After all, remember that someone once said, “takeoffs are optional – landings are mandatory.” I guess what they were really saying is that you need to know how to safely land your radio controlled model airplane.
Let’s start by talking about wind direction with respect to the direction or heading of the landing strip. It is advisable to always take off and land into the wind. However, that is not always possible. So, what do we have to do to get our RC aircraft back on the ground all in one piece if the wind is blowing across the runway?
Let’s back up to the basic “into the wind” landing. Your flying field or local club may have some specific rules regarding any emergency situations including the infamous “dead stick” landing. A dead stick landing is one in which the model’s engine or electric motor has stopped running and you are forced to land as quickly as possible to avoid crashing your RC airplane or worse yet, injuring someone if you lose control of your aircraft.

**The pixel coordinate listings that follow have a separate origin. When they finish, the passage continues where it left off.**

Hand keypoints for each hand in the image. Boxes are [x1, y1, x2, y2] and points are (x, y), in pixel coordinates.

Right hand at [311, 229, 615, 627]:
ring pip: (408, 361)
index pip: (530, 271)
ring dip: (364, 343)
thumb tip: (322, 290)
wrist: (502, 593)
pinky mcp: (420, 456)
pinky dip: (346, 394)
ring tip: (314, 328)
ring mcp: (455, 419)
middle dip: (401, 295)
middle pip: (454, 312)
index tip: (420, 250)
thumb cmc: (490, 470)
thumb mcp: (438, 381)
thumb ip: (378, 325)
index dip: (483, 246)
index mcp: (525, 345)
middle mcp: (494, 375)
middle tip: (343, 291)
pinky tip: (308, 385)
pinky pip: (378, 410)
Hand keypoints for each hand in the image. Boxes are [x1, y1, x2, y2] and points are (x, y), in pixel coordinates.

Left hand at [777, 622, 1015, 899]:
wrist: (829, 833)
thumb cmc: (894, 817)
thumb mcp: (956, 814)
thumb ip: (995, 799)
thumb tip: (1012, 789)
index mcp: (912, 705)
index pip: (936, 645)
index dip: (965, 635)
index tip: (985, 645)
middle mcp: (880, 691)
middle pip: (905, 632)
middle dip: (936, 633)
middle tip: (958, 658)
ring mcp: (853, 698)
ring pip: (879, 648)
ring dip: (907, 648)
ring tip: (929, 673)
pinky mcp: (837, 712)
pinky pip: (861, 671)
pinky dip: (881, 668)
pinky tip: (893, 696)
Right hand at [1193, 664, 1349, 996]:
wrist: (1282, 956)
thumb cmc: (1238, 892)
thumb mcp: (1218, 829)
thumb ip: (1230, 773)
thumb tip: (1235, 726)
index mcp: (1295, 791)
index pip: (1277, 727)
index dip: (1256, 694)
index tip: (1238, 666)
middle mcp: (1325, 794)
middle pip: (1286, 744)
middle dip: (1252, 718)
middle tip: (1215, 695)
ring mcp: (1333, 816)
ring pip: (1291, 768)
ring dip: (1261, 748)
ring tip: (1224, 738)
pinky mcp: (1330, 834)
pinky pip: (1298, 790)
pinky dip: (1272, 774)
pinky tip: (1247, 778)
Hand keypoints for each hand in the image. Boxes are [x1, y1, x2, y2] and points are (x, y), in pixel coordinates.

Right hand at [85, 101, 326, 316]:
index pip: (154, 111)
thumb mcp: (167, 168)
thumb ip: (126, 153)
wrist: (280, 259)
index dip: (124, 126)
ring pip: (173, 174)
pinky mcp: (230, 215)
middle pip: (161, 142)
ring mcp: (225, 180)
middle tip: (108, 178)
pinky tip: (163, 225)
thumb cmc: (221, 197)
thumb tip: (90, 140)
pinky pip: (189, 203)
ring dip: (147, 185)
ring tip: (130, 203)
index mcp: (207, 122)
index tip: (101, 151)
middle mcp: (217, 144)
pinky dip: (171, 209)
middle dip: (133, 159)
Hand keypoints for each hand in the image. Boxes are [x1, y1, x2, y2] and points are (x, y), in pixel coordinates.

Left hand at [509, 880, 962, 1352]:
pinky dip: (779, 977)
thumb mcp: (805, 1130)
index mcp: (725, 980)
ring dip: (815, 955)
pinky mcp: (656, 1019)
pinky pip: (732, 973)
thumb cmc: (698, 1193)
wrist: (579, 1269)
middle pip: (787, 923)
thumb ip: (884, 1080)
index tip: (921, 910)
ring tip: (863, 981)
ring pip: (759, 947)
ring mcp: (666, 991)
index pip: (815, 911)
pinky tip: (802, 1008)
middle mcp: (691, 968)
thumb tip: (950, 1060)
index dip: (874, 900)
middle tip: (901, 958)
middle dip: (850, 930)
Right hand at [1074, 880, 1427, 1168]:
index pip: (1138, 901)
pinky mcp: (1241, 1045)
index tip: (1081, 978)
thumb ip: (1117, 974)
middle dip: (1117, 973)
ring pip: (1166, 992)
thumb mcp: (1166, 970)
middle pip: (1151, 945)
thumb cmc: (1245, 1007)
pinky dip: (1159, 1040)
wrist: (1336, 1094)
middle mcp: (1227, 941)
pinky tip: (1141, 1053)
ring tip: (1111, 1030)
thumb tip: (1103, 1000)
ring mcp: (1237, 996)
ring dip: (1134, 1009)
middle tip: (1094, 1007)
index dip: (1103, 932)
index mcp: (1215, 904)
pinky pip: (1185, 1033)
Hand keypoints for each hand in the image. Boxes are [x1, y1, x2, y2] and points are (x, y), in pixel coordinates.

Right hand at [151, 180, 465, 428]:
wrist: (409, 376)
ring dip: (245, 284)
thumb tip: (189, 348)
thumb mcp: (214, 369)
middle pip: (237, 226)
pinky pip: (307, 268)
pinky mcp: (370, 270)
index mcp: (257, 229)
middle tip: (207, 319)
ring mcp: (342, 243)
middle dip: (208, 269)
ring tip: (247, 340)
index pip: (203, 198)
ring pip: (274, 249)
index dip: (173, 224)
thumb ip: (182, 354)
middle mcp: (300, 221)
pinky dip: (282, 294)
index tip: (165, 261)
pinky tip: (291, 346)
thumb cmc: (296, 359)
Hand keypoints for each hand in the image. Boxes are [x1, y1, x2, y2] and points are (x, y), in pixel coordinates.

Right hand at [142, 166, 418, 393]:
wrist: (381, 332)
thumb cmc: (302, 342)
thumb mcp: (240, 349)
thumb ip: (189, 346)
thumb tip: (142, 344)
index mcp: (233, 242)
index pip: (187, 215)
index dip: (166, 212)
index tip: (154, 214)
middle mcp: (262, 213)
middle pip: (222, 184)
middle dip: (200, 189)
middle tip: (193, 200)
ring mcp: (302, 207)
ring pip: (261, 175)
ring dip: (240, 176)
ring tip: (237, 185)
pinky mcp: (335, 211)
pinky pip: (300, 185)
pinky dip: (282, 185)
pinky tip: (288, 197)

Given enough altitude and and enough room to land in, most of the time landing a RC model airplane without power can be done successfully.
Let’s start with you standing along the side of the landing strip facing away from the parking, spectator and flight preparation areas. As always, we are going to keep the model out in front of ourselves to avoid any dangerous problems. In other words we should never fly our radio controlled models over the “safe” area.
When you decide to land, two things have to start happening together. First, you need to reduce the air speed and start descending into the down wind side of the landing approach. If you think about it, meeting these two objectives at the same time can be a little difficult, because as the aircraft begins to descend, it will gain some air speed.
Assuming that your engine is running and your aircraft is heading toward the far side and at the up wind end of the landing strip. Begin the first leg of your descent with a 90 degree right turn and begin descending and reducing the airspeed gradually . It is important to not descend too fast over the distance of the downwind side of the runway, but make a gradual descent until the aircraft reaches a point just far enough beyond the downwind end of the runway to allow for two consecutive 90 degree right turns.
After completing the two right turns, make sure your model airplane is heading straight into the wind and straight down the center of the runway. Continue the gradual descent and further decrease speed until the airplane settles gently to the ground about directly ahead of where you are standing and allow it to slow even more until it reaches a speed that will allow a safe left turn and taxi directly off the landing strip.
Practice your landings until you have learned exactly what the rate of descent and speed reduction rate work best for your particular aircraft. As always I highly recommend that you learn and practice landings with a qualified instructor at your side.
As your landing skills improve and you gain more confidence, you can also practice “touch and go’s” which will give you almost simultaneous take off and landing practice. One last piece of advice… you should master each maneuver as you go before starting to learn the next. The more you practice the basic maneuvers, the easier it will be to learn the more complicated stunts and maneuvers.